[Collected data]
= = = = = = =

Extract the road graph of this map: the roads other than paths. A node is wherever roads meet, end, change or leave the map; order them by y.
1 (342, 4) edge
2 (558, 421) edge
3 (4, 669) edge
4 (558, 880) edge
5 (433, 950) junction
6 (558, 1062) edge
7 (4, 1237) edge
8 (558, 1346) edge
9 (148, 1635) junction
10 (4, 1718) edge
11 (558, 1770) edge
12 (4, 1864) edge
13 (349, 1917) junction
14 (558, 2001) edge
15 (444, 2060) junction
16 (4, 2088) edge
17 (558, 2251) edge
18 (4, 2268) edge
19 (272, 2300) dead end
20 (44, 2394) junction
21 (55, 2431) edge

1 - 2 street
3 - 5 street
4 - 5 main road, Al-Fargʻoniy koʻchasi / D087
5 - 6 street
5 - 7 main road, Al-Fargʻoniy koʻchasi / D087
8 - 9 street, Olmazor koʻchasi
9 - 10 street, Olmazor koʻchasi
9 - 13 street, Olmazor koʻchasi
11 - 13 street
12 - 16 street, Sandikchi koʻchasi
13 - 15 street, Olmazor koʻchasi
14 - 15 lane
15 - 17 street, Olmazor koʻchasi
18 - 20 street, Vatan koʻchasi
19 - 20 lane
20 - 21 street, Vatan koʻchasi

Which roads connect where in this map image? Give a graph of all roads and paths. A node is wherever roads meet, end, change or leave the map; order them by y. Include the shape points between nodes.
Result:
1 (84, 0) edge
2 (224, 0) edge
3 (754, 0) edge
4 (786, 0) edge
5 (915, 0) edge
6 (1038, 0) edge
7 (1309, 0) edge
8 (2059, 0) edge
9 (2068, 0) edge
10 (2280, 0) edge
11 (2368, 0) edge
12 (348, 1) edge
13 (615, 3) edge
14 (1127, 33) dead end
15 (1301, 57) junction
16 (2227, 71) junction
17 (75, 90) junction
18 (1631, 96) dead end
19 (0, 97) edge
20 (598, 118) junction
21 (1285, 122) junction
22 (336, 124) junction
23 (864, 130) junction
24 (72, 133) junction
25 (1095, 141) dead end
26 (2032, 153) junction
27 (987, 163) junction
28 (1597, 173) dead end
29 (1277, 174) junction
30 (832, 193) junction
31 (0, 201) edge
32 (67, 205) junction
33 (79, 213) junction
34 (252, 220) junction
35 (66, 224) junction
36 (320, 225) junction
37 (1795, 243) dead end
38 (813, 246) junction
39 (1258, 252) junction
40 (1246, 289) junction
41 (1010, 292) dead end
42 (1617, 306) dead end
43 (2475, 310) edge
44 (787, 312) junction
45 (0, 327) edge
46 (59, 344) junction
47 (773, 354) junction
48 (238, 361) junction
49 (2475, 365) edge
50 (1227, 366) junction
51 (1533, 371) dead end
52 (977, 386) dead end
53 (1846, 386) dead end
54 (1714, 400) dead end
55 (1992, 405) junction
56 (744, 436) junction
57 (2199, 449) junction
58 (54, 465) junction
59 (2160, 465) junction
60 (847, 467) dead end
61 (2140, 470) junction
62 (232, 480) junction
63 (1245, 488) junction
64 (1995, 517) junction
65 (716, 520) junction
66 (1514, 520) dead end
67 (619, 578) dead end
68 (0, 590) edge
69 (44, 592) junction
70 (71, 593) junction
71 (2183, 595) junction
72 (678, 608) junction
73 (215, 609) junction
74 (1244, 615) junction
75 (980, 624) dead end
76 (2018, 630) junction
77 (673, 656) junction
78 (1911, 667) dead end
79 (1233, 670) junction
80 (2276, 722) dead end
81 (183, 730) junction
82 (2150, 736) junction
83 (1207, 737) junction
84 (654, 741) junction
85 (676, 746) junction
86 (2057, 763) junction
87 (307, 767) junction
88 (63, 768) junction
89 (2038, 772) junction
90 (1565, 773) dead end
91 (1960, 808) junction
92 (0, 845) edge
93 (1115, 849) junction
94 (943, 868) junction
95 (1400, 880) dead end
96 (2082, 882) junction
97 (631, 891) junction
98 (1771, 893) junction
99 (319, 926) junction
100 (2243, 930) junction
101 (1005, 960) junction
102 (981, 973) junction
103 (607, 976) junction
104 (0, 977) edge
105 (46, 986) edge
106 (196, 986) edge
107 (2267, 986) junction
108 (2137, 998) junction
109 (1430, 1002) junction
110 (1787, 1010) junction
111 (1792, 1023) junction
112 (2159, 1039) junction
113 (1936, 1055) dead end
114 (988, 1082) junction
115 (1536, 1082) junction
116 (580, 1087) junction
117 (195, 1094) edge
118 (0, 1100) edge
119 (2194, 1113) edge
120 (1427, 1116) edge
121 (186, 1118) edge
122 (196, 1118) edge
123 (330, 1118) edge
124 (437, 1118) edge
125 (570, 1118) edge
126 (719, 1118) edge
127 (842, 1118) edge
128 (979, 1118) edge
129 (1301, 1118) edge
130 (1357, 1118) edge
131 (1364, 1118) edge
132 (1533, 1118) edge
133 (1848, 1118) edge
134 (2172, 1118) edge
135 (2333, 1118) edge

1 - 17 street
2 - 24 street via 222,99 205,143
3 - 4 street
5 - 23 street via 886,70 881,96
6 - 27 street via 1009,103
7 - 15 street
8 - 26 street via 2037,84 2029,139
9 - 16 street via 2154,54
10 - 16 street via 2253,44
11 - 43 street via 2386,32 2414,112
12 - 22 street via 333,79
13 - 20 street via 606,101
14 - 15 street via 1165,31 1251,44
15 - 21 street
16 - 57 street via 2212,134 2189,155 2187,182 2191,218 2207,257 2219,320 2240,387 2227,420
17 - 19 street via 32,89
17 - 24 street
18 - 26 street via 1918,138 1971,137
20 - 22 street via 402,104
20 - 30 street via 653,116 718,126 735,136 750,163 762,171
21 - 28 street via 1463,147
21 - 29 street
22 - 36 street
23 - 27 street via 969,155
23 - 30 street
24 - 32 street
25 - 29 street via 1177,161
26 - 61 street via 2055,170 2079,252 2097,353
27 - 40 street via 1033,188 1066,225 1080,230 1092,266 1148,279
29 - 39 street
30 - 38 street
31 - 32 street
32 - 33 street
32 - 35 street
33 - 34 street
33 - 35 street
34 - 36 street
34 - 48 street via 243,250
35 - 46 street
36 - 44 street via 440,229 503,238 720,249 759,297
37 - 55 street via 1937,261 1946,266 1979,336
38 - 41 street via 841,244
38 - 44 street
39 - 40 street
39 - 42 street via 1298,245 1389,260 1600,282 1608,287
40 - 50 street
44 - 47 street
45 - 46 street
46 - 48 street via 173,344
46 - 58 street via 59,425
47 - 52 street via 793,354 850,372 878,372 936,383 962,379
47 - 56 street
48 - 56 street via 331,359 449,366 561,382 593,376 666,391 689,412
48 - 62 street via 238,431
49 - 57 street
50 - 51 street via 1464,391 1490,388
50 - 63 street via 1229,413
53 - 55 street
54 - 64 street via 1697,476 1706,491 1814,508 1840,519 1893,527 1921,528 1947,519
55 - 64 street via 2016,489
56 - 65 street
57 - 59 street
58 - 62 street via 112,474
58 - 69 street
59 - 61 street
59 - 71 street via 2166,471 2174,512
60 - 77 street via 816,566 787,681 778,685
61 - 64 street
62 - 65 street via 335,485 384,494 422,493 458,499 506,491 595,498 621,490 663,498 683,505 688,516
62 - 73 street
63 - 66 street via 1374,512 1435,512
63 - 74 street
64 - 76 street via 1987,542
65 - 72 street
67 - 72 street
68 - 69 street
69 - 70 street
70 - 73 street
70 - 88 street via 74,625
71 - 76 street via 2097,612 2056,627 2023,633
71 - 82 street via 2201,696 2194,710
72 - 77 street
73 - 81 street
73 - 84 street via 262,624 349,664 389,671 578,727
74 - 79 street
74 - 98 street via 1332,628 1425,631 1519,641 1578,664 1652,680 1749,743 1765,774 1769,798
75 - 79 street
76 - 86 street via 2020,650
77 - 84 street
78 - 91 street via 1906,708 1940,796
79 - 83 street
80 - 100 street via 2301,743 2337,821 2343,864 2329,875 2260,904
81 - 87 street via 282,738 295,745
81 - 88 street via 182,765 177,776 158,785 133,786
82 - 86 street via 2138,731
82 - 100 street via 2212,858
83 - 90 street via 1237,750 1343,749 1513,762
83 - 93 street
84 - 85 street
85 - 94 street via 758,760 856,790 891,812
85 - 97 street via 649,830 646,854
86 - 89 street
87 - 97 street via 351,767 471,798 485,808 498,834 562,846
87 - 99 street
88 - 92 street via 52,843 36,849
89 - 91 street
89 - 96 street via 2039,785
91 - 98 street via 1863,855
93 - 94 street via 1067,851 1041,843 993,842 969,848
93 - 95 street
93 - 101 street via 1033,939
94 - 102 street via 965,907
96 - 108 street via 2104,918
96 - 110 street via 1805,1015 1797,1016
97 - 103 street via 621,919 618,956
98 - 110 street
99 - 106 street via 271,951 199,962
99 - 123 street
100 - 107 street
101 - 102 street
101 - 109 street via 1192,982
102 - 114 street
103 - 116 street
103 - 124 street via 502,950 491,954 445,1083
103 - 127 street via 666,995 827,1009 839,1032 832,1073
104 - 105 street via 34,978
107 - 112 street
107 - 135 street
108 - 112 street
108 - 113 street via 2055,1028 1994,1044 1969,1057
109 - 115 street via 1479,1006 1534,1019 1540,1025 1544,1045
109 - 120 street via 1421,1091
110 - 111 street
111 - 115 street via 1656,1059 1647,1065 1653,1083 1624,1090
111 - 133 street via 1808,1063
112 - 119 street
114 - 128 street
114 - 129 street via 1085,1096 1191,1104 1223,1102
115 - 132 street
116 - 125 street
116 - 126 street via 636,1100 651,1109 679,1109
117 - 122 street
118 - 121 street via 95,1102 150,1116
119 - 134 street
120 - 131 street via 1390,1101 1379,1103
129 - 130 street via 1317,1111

= = = = = = =

• _Your instructions_
If a line of the entries above includes the word "Fargʻoniy", count it; then state the total and nothing else.

• _The completed task_
2